The conference organisers, Swanbarton, made significant efforts to ensure that the audience were fully engaged with their second online event and that appeared to pay off. Though the conference is one of the smaller industry events the level of commitment was shown in the 160-180 who stayed engaged throughout each of the three days.
Asian speakers and delegates were very enthusiastic and showed their commitment by staying awake into the early hours of their days so that they could talk live to the delegates in the US. A fully international range of speakers from Japan, Korea, Singapore and Australia, as well as Europe and the US, helped ensure the event was a success.
Perhaps because flow batteries are an emerging technology, a vibrant dynamic was brought to the conference by the number of young speakers both male and female.
Lithium technologies may well be the darling of the energy storage industry but the rising demand for long-duration storage means other technologies are coming to the fore in this sector. It is the modularity of flow batteries that ensures the long-term life of flow batteries— the electrolyte is stored externally and can be recharged or replaced easily. This makes for a system that has received positive evaluation in the marine sector.
Flo-Mar evaluated a system where electrolyte can be stored in large containers at a port— where it is charged while the ship is at sea. When the ship docks, the spent electrolyte can be pumped out and recharged electrolyte pumped onboard to replace it. This means the turnaround time for the vessel is kept to a minimum so that more operational time is available.
Another significant factor for the marine application is the safety of flow batteries compared to lithium.
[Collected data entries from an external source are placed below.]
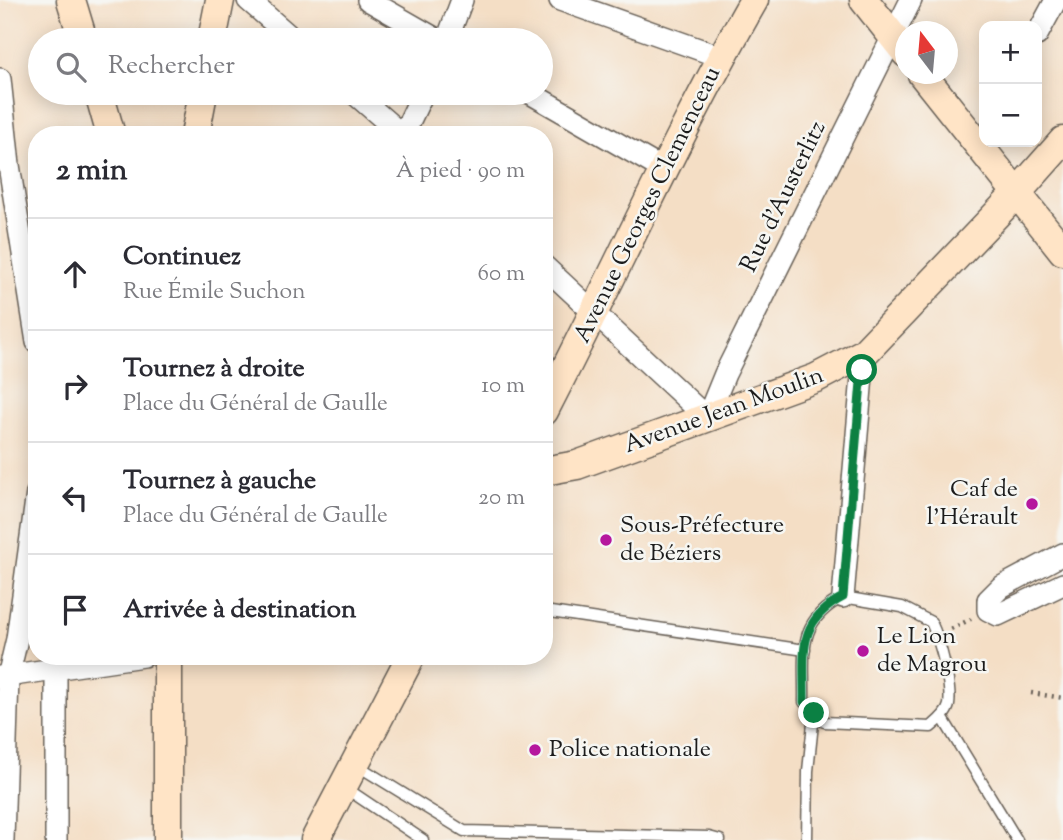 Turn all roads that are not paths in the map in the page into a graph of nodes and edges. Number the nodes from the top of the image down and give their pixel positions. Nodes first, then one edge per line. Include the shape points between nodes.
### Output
1 (71, 0) edge
2 (220, 0) edge
3 (248, 0) edge
4 (368, 0) edge
5 (462, 0) edge
6 (560, 0) edge
7 (754, 0) edge
8 (864, 0) edge
9 (911, 0) edge
10 (1056, 0) edge
11 (905, 21) edge
12 (1042, 26) edge
13 (79, 28) edge
14 (214, 28) edge
15 (281, 28) edge
16 (417, 28) edge
17 (452, 28) edge
18 (895, 40) edge
19 (895, 53) edge
20 (721, 57) junction
21 (0, 79) edge
22 (931, 84) edge
23 (103, 105) edge
24 (200, 105) edge
25 (368, 105) edge
26 (417, 105) edge
27 (551, 105) edge
28 (109, 126) edge
29 (196, 126) edge
30 (392, 126) edge
31 (406, 126) edge
32 (979, 135) edge
33 (1063, 141) edge
34 (987, 147) edge
35 (662, 169) junction
36 (1016, 194) junction
37 (1063, 251) edge
38 (553, 275) edge
39 (28, 285) edge
40 (595, 313) junction
41 (864, 353) junction
42 (553, 394) edge
43 (707, 418) junction
44 (553, 469) edge
45 (1063, 554) edge
46 (28, 559) edge
47 (1063, 584) edge
48 (843, 597) junction
49 (553, 612) edge
50 (805, 650) junction
51 (87, 665) edge
52 (168, 665) edge
53 (406, 665) edge
54 (56, 670) junction
55 (4, 677) edge
56 (814, 713) junction
57 (942, 717) junction
58 (349, 775) junction
59 (3, 840) edge
60 (56, 840) edge
61 (167, 840) edge
62 (315, 840) edge
63 (423, 840) edge
64 (720, 840) edge
65 (807, 840) edge
66 (1017, 840) edge

1 - 13 main road
2 - 14 main road
3 - 15 street
4 - 16 street
5 - 17 street
6 - 20 street
7 - 20 main road, Avenue Georges Clemenceau
8 - 18 main road
9 - 11 street, Rue d'Austerlitz
10 - 12 street
19 - 43 street, Rue d'Austerlitz via 731,362
20 - 35 main road, Avenue Georges Clemenceau
21 - 39 street
22 - 32 main road
23 - 28 main road
24 - 29 main road
25 - 30 street
26 - 31 street
27 - 35 street
33 - 36 main road, Avenue Jean Moulin
34 - 36 main road
35 - 40 main road, Avenue Georges Clemenceau
36 - 37 main road
36 - 41 main road, Avenue Jean Moulin
38 - 40 street
40 - 42 main road, Avenue Georges Clemenceau
40 - 43 street
41 - 43 main road, Avenue Jean Moulin via 816,378
41 - 48 street
43 - 44 main road, Avenue Jean Moulin
45 - 47 street via 1001,587 988,600 988,610 998,615 1012,611
46 - 55 street via 17,639
48 - 50 lane via 816,615 807,630
48 - 57 lane via 902,607 931,622 943,652 948,705
49 - 50 lane
50 - 56 lane via 804,702
51 - 54 street
52 - 61 main road
53 - 58 main road
54 - 55 street
54 - 60 street
55 - 59 street
56 - 57 lane via 824,722 920,728 931,727
56 - 65 lane
57 - 66 lane
58 - 62 main road
58 - 63 lane
58 - 64 lane via 464,831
The technology is inherently safe from the risk of fire, which is one of the greatest fears for ships at sea.
PortLiner showed its vision of flow batteries being used for inland shipping with electrolyte being stored in pontoons, where it is recharged using renewable energy sources. The recharged electrolyte is then exchanged with the spent electrolyte. If this is sounding like a common theme, it highlights the operational efficiencies of the technology for maritime applications. Existing vessels can be converted from diesel power to zero emission electric power using flow batteries— and recover some of the cargo space into the bargain.